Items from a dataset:
---+---
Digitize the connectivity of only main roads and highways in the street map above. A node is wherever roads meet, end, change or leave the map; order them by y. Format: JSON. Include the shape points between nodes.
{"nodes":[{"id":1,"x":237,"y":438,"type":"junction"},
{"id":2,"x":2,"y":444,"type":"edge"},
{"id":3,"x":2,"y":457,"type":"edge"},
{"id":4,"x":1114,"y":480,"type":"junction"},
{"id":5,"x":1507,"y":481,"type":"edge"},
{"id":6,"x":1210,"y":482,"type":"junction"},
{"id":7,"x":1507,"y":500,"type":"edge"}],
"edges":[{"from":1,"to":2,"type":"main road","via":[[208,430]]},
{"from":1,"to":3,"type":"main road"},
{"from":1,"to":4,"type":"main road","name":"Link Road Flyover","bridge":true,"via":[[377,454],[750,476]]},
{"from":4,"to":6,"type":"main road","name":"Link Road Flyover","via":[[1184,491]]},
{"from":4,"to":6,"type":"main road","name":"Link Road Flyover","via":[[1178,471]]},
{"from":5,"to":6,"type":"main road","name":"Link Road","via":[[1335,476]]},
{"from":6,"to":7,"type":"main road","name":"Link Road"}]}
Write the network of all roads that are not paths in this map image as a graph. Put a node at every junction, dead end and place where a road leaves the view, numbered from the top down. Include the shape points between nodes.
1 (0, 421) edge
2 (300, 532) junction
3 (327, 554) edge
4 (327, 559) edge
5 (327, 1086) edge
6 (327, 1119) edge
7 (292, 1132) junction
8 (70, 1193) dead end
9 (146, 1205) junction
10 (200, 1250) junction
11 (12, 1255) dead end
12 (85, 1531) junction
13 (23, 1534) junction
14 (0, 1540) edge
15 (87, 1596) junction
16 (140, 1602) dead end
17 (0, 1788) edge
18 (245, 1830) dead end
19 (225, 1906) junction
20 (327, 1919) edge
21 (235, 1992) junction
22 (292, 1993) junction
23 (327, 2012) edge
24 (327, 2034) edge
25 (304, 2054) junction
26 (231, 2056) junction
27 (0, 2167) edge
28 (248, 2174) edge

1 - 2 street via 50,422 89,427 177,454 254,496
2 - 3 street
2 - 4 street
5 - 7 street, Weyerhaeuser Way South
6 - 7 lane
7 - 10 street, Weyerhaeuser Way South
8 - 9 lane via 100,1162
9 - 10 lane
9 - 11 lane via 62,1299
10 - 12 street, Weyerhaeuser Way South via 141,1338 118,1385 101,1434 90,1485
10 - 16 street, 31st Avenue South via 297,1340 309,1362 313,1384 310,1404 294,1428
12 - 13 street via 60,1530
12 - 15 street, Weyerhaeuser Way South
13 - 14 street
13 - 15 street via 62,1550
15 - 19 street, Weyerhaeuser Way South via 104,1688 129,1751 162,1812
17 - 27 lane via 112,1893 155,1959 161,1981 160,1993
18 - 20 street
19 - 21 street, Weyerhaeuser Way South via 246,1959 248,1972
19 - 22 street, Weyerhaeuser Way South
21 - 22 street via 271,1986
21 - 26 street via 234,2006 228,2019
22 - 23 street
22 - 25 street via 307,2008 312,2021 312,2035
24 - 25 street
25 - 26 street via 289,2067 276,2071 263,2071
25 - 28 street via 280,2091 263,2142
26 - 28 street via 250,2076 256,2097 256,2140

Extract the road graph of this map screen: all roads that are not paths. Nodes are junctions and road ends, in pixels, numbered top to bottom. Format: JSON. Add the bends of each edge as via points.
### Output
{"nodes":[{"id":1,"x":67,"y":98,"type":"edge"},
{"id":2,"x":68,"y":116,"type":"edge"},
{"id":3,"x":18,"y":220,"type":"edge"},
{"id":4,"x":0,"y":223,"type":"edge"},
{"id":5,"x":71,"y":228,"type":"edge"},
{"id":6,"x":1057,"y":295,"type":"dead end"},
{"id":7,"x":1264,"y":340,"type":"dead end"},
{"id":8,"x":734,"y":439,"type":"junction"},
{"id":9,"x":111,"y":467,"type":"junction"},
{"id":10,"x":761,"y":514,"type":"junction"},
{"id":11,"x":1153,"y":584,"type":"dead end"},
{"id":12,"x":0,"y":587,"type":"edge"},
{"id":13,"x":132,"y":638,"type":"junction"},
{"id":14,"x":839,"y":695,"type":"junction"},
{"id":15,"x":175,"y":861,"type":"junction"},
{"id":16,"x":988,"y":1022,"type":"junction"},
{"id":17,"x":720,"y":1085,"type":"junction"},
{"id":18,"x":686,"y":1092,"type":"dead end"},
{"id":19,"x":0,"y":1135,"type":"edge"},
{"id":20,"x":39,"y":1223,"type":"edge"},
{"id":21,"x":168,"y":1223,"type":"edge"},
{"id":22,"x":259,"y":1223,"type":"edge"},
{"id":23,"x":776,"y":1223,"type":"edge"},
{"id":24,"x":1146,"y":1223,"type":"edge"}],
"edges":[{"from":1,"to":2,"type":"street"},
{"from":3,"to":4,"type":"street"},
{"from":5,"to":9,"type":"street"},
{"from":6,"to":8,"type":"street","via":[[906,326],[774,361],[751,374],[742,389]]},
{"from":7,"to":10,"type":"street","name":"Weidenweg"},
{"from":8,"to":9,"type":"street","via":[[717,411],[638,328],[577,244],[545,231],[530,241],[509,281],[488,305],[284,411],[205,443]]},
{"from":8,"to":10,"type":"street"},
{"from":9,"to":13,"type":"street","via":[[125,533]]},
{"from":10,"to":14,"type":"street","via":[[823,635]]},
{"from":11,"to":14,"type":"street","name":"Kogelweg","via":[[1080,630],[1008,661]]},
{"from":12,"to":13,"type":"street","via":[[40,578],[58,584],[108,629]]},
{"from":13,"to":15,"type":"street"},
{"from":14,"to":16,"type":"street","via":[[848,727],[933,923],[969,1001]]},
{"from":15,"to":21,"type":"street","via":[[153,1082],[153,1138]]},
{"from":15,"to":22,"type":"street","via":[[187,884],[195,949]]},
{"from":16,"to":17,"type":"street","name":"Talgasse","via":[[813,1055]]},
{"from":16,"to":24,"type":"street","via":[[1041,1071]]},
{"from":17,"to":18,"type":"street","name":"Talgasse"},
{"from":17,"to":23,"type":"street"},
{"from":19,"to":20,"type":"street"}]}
---+---
TASK GOAL: In the entries above, how many lines contain the word "that"? Answer with the number only.

RESPONSE TO THIS EXERCISE: 2